Two Russian Volcanoes Erupt
Russia's Shiveluch Volcano erupted today (Oct. 28), sending an ash plume 25,000 feet (7,600 meters) into the air, which was visible from space.
This natural-color satellite image shows the light brown plume rising from Shiveluch and out over the Kamchatkan coast and Kamchatskiy Zaliv (Gulf of Kamchatka) of Russia.
Beneath the ash and clouds snow covers most of the land. To the south of Shiveluch a smaller, darker plume is visible over Klyuchevskaya, another of the currently active Kamchatkan volcanoes that erupted on Sunday.
Shiveluch is the northernmost active volcano in Kamchatka Krai Russia, home to one of the most active volcanic regions in the world .

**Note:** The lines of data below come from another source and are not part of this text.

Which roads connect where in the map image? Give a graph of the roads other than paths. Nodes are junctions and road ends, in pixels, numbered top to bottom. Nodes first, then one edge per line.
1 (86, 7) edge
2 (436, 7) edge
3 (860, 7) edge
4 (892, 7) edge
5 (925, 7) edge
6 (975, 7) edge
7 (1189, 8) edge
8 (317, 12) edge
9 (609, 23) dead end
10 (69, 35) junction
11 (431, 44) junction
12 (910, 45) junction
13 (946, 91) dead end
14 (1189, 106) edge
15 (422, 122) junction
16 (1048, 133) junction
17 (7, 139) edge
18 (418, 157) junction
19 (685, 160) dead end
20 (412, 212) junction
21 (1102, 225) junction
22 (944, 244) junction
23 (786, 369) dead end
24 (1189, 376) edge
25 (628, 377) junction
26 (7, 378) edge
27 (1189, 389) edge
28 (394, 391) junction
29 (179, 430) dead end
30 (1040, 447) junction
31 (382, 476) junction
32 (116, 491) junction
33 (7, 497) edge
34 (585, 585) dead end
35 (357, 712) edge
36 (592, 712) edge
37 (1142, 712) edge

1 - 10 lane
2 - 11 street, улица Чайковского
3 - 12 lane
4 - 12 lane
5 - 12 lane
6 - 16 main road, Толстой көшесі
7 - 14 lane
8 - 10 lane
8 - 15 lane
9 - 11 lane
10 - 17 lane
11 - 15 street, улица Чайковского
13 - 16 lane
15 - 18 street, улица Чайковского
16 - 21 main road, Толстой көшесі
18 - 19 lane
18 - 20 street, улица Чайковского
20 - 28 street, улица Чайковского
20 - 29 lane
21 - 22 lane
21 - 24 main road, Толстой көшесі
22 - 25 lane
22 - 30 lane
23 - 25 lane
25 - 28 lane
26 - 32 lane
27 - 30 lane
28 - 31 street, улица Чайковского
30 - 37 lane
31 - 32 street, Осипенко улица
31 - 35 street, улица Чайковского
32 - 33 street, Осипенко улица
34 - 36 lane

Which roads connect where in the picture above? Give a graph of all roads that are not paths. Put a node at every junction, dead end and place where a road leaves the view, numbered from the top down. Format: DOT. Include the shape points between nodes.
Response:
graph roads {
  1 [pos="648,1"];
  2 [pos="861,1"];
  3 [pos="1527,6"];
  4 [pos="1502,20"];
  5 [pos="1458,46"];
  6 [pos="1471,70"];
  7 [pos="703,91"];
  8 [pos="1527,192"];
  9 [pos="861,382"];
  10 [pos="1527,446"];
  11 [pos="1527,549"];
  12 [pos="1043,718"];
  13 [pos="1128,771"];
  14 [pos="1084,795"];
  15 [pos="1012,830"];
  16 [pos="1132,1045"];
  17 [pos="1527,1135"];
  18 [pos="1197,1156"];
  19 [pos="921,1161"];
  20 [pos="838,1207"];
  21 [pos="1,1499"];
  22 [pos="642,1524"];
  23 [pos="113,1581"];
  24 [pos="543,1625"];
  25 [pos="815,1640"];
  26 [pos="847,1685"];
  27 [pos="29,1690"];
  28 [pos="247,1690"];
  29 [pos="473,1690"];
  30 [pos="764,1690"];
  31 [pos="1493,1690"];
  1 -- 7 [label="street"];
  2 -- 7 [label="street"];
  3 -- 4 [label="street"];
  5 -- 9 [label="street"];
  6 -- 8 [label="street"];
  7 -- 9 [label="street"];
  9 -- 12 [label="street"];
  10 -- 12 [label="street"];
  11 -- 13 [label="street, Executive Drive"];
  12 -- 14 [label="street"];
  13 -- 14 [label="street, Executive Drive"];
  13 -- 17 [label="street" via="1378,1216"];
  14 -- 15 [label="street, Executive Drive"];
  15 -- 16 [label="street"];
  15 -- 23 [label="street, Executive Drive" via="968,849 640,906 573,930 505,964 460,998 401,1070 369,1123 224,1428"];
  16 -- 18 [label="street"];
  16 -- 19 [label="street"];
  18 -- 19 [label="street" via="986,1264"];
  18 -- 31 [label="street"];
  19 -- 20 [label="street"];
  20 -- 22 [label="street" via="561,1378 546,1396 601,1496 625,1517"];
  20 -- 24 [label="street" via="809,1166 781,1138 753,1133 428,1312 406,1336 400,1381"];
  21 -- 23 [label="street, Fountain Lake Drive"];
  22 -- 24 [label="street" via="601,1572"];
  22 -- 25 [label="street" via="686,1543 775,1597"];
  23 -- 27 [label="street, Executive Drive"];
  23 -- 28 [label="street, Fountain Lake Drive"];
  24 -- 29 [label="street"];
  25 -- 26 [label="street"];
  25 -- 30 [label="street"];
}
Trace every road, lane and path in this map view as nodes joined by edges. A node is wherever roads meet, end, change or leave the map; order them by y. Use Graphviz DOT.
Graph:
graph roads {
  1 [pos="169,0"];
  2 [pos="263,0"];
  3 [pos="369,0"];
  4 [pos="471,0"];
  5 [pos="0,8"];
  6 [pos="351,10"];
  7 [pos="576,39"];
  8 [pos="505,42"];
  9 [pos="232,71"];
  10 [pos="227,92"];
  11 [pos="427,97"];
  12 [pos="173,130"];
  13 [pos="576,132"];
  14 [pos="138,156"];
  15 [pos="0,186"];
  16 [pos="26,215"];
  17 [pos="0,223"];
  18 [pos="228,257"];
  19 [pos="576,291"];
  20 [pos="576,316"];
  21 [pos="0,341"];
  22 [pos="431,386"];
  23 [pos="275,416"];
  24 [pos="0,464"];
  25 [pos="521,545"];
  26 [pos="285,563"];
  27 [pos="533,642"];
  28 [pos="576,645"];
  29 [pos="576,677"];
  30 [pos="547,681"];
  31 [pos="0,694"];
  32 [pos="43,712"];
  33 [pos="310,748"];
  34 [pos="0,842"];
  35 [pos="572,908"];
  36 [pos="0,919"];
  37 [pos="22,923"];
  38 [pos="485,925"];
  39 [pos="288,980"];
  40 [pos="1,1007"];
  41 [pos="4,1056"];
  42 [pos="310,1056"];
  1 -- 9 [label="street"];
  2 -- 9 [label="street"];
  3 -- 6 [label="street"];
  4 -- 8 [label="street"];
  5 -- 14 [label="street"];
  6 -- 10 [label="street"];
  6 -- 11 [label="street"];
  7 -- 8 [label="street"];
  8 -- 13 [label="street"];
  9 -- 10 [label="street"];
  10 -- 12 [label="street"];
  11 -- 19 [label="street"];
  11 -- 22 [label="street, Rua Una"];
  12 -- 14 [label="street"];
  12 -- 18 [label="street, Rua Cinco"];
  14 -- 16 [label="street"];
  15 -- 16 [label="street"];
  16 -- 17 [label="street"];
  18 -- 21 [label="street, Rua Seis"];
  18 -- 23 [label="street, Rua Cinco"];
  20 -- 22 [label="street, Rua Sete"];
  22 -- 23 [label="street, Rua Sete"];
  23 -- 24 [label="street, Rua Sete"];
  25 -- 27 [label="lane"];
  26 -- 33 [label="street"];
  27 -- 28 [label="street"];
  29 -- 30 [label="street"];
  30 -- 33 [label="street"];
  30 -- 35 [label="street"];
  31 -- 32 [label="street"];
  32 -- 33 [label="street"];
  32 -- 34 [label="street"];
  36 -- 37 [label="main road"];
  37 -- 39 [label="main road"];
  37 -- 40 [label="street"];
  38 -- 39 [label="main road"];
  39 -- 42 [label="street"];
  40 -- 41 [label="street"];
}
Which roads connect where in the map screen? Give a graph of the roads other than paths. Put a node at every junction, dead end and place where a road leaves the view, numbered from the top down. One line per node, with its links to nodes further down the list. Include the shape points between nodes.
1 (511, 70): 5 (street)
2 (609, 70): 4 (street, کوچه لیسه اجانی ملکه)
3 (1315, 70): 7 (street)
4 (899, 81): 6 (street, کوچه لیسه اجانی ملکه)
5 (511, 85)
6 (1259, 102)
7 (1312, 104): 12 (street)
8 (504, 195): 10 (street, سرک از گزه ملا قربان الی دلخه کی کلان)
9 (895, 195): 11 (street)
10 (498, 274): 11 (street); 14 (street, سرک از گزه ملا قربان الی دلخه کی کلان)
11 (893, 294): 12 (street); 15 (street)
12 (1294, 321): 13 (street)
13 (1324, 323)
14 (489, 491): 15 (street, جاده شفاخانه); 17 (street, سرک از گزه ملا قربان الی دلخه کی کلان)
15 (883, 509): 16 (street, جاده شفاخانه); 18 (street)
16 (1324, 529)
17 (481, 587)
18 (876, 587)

Shiveluch began forming during the Holocene (about 60,000 to 70,000 years ago) and it has had at least 60 large eruptions during that time. This era of activity coincides with the peak of activity in other Kamchatka volcanoes .
The most recent period of activity started around 900 B.C. Since then, eruptions have occurred during 50- to 400-year-long intervals. Frequent collapses of dome complexes, most recently in 1964, have produced debris avalanches whose deposits cover much of the floor of Shiveluch's large horseshoe-shaped caldera (the large craters that form at the mouths of many volcanoes).
Kamchatka's volcanoes are a part of the Pacific Ring of Fire , irregularly spaced chains of volcanoes that encircle the Pacific Ocean. Over the last 6 million years the area has experienced more explosive eruptions than any other region on Earth.